Give an exact copy of the lines of the records below, starting at the line containing "index mcp: (1257, 940)" and running to the end.

Limb landmark coordinates:
• • • •

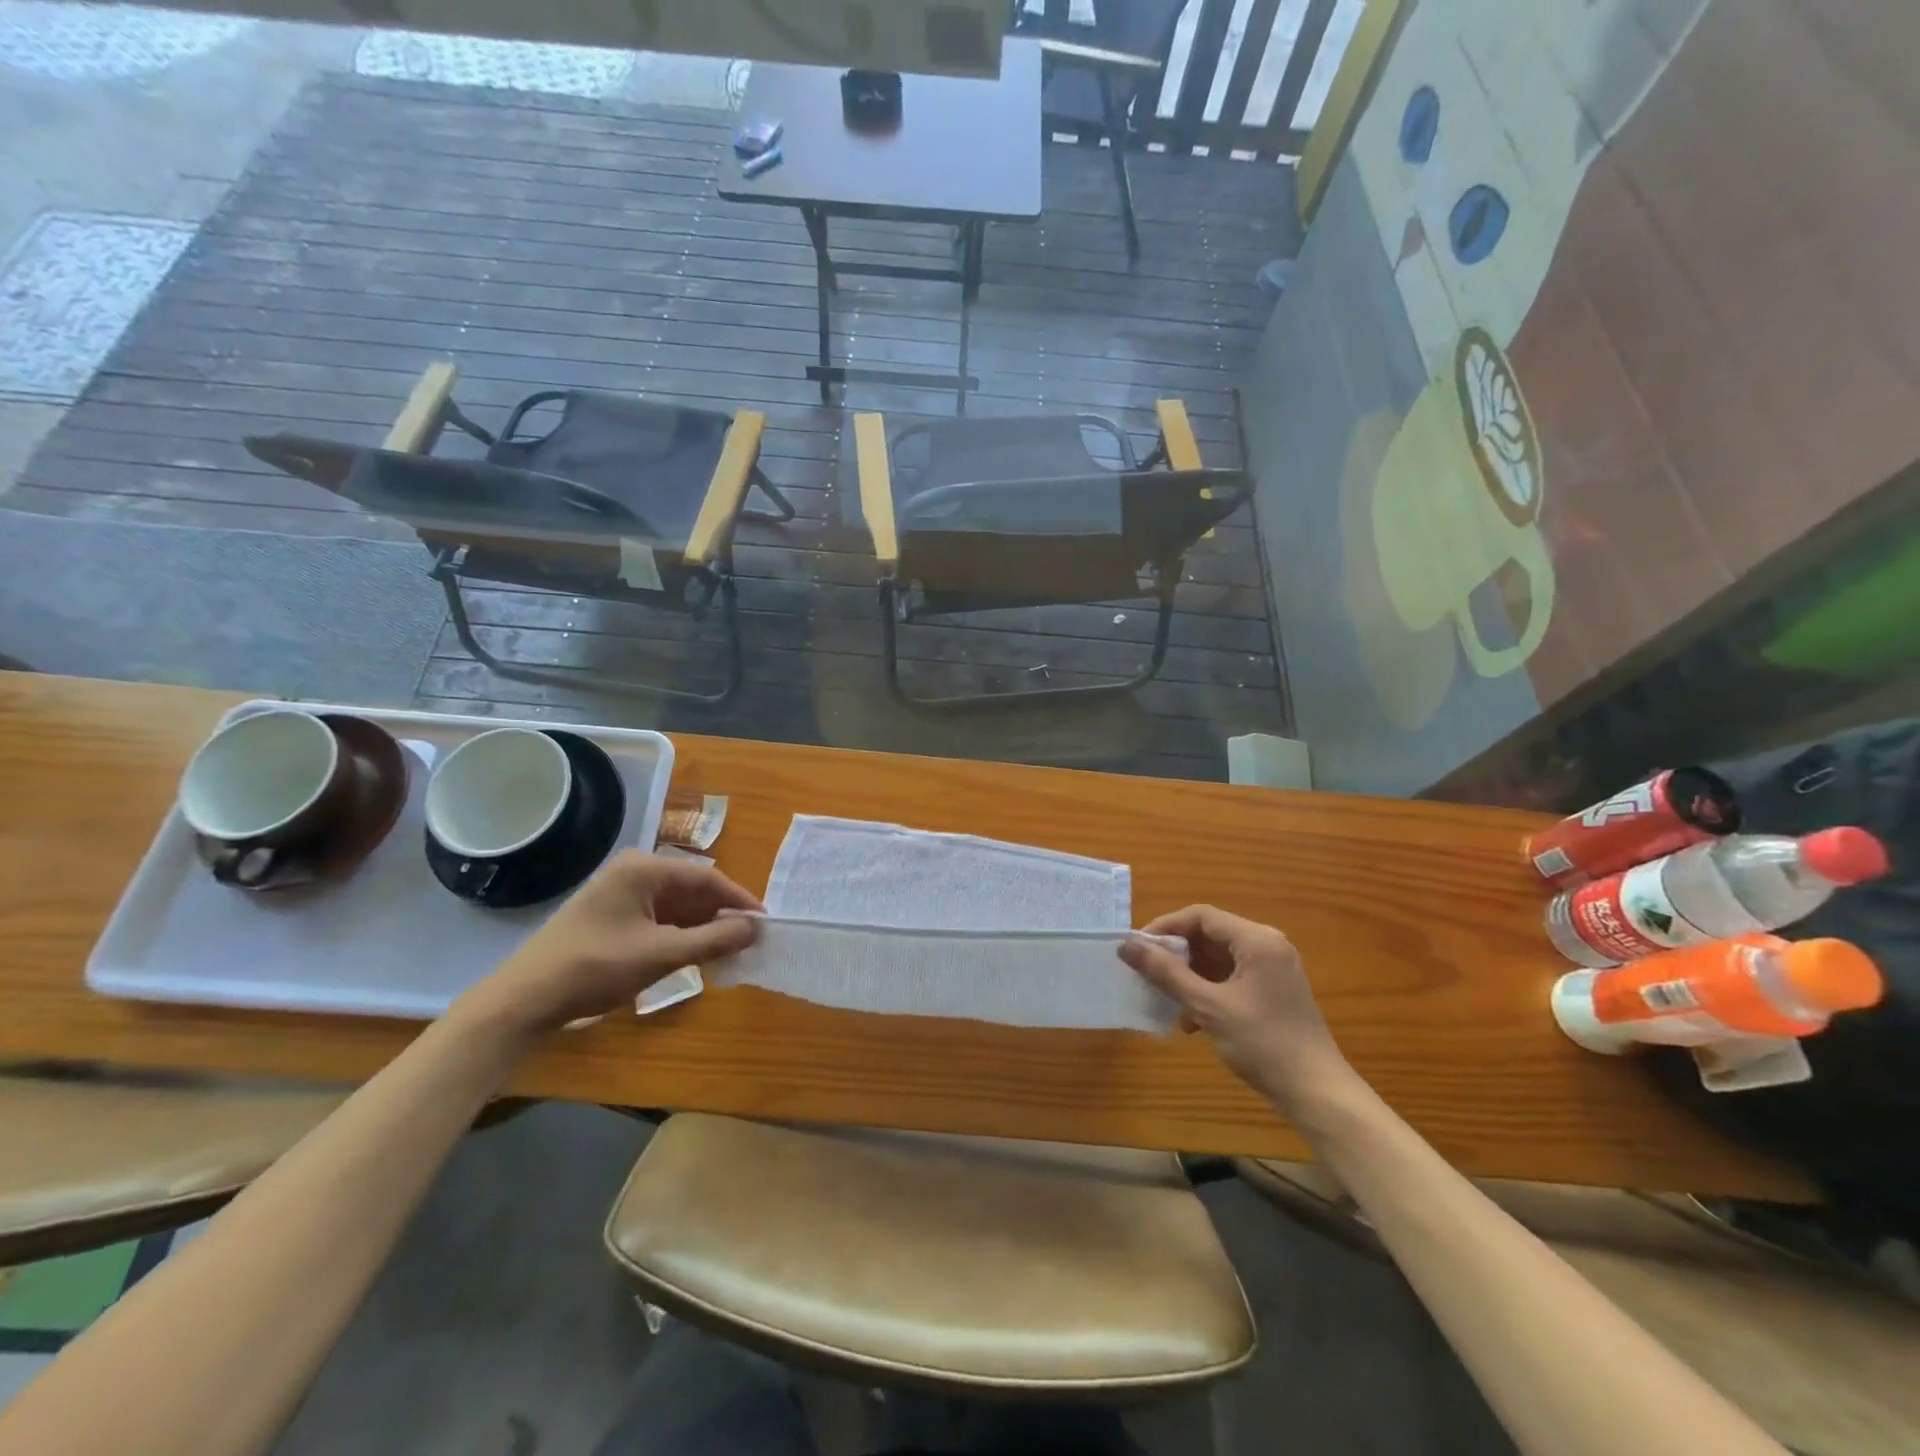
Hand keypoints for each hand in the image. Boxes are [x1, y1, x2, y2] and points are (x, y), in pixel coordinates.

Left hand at [459, 852, 761, 1035]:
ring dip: (702, 929)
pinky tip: (696, 956)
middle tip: (750, 942)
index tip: (766, 924)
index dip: (739, 901)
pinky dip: (680, 936)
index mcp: (644, 869)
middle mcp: (634, 873)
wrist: (524, 1000)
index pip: (707, 879)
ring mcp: (621, 894)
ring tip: (730, 953)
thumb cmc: (595, 968)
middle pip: (693, 891)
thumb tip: (756, 928)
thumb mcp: (661, 955)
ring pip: (677, 907)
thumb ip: (713, 939)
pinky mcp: (612, 917)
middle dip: (721, 916)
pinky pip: (659, 919)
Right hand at [1119, 905, 1354, 1108]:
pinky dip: (1208, 990)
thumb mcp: (1208, 1007)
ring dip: (1189, 976)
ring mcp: (1272, 969)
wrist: (1317, 1093)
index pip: (1201, 916)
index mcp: (1257, 940)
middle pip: (1210, 935)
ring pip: (1218, 958)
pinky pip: (1231, 977)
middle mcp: (1267, 945)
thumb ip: (1167, 972)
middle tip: (1146, 973)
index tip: (1137, 947)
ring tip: (1166, 1000)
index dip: (1165, 927)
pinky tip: (1192, 1020)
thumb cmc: (1263, 1043)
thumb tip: (1127, 945)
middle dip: (1176, 954)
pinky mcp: (1272, 991)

• • • •

◆ **Task response**
index mcp: (1257, 940)
middle pip: (1210, 935)
ring pip: (1218, 958)
pinky pip: (1231, 977)
middle mcp: (1267, 945)
thumb ip: (1167, 972)
middle tip: (1146, 973)
index tip: (1137, 947)
ring tip: (1166, 1000)
index dip: (1165, 927)
pinky tip: (1192, 1020)
thumb cmc: (1263, 1043)
thumb tip: (1127, 945)
middle dip: (1176, 954)
pinky mcp: (1272, 991)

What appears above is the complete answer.